=== Data in this exercise ===

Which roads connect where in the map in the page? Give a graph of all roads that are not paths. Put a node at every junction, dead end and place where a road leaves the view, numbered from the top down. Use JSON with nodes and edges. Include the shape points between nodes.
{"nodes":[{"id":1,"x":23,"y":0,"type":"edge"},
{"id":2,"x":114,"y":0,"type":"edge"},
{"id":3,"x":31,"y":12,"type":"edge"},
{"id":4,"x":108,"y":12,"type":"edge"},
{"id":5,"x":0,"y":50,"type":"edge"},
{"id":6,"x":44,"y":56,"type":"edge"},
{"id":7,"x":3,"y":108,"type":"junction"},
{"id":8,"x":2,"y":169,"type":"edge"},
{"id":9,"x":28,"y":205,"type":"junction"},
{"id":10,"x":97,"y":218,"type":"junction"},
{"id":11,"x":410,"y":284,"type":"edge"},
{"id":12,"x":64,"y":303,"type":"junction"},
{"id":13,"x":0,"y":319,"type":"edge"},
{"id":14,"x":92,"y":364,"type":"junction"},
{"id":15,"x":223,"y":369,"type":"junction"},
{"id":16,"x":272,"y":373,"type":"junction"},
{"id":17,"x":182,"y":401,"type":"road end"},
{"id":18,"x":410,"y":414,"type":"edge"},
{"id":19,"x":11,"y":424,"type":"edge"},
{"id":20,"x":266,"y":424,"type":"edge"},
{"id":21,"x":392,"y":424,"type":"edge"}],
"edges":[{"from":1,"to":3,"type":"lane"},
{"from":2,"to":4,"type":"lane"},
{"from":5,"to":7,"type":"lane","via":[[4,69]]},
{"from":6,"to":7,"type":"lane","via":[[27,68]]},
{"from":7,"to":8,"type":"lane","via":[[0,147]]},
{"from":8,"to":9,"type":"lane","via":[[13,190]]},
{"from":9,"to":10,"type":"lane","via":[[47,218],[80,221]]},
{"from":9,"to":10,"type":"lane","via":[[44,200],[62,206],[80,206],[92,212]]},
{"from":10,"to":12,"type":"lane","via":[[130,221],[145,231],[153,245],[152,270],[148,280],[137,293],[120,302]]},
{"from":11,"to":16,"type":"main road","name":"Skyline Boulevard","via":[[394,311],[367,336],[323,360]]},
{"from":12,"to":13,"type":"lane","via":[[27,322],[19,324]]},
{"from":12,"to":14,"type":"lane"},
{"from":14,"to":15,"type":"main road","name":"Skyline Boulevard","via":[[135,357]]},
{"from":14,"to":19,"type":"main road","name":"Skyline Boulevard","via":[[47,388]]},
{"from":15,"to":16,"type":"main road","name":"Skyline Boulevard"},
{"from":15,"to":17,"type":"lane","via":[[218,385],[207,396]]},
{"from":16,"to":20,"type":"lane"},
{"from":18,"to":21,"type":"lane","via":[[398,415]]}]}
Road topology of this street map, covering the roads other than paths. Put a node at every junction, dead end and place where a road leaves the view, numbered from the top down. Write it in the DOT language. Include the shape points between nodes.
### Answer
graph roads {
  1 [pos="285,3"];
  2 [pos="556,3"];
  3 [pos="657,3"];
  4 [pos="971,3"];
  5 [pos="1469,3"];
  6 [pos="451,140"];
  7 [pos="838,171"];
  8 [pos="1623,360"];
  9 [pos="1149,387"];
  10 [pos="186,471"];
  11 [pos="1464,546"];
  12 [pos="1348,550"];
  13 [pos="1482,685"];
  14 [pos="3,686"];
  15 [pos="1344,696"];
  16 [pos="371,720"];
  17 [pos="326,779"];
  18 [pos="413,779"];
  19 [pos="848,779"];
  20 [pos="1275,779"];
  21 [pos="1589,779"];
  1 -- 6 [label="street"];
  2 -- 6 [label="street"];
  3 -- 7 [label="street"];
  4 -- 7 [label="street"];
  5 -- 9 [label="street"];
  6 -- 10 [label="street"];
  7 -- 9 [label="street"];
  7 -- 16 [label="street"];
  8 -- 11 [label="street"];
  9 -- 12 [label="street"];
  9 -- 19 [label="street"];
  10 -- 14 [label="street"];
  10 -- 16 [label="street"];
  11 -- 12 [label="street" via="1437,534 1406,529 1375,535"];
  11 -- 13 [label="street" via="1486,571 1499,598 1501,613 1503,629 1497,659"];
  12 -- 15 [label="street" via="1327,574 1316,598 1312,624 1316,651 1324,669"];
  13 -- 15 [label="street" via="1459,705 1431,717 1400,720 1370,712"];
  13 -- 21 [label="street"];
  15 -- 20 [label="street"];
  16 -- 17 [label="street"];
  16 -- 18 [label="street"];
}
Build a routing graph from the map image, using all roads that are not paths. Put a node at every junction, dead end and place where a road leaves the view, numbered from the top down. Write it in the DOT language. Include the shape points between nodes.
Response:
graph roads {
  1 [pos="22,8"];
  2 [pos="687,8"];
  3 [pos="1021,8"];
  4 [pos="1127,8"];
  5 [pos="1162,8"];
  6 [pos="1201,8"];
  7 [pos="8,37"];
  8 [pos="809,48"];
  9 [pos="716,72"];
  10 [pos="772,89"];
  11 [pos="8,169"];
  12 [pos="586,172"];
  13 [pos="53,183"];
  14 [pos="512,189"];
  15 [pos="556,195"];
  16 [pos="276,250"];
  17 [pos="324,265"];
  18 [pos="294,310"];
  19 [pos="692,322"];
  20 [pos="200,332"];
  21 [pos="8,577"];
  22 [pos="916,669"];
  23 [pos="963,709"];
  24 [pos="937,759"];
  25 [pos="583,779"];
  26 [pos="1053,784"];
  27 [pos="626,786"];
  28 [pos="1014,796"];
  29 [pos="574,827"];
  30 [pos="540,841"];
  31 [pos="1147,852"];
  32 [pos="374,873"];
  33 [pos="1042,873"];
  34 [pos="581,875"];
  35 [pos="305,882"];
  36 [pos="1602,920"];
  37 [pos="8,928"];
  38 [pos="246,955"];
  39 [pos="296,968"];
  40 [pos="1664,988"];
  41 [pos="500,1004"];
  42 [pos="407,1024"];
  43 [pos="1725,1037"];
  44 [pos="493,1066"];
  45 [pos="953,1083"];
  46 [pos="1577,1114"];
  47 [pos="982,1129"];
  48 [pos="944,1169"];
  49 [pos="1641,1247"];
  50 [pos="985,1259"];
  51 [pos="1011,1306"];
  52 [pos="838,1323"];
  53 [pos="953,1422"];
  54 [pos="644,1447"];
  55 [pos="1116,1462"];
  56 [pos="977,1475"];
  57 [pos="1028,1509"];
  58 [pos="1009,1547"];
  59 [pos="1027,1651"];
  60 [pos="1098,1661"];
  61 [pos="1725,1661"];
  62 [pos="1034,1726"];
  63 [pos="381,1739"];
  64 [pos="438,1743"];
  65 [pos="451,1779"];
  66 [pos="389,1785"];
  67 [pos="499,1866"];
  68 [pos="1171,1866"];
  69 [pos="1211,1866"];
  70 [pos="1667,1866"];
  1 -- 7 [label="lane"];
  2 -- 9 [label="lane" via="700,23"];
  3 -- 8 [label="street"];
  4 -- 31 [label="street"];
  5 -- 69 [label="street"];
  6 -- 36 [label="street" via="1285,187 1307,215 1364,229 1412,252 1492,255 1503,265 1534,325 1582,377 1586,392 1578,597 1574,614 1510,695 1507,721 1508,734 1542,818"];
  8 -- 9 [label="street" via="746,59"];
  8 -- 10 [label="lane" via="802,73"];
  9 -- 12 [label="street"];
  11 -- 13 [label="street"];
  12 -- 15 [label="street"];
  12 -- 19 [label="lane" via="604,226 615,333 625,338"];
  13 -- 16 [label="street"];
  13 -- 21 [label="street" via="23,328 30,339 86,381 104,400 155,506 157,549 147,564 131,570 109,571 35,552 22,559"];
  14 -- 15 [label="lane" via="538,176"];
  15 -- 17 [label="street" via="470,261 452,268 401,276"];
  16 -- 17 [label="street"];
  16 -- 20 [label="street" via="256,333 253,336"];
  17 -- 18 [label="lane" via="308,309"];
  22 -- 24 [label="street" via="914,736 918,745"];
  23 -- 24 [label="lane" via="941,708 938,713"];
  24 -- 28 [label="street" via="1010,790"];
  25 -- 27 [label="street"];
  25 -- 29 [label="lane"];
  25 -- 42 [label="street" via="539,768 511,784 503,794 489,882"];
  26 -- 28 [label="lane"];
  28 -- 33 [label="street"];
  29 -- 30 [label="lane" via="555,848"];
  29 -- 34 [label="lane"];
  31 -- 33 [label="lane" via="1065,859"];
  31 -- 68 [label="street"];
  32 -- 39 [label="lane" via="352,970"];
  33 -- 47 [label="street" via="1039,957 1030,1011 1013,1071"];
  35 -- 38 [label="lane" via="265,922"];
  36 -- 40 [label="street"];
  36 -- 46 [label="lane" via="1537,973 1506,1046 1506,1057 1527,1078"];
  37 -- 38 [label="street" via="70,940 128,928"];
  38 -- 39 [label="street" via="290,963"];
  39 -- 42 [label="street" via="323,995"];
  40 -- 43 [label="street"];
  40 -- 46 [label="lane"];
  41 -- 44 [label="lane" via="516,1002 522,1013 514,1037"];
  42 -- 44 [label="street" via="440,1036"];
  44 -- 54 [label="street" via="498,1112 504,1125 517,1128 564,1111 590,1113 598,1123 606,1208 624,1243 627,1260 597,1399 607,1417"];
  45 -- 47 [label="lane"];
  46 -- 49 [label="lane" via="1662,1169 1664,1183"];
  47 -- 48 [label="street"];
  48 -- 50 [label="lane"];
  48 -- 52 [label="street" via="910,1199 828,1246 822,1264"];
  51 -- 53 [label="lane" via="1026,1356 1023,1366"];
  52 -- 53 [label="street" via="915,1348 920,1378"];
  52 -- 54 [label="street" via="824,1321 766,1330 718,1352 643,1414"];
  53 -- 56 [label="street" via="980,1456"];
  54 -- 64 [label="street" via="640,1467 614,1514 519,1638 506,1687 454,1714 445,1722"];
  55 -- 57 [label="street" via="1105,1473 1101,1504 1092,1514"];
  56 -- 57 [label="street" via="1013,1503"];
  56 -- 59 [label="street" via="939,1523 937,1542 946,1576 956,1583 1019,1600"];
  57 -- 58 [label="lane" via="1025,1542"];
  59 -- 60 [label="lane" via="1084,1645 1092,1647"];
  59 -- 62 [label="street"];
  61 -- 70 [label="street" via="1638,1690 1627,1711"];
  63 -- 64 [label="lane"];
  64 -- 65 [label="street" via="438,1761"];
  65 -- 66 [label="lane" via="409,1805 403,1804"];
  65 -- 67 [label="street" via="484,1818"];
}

===

**What you have to do**: What is needed is every line of the records that contains the word "down".

**Response**:
Which roads connect where in the map in the page? Give a graph of all roads that are not paths. Put a node at every junction, dead end and place where a road leaves the view, numbered from the top down. Use JSON with nodes and edges. Include the shape points between nodes.
Road topology of this street map, covering the roads other than paths. Put a node at every junction, dead end and place where a road leaves the view, numbered from the top down. Write it in the DOT language. Include the shape points between nodes.
Build a routing graph from the map image, using all roads that are not paths. Put a node at every junction, dead end and place where a road leaves the view, numbered from the top down. Write it in the DOT language. Include the shape points between nodes.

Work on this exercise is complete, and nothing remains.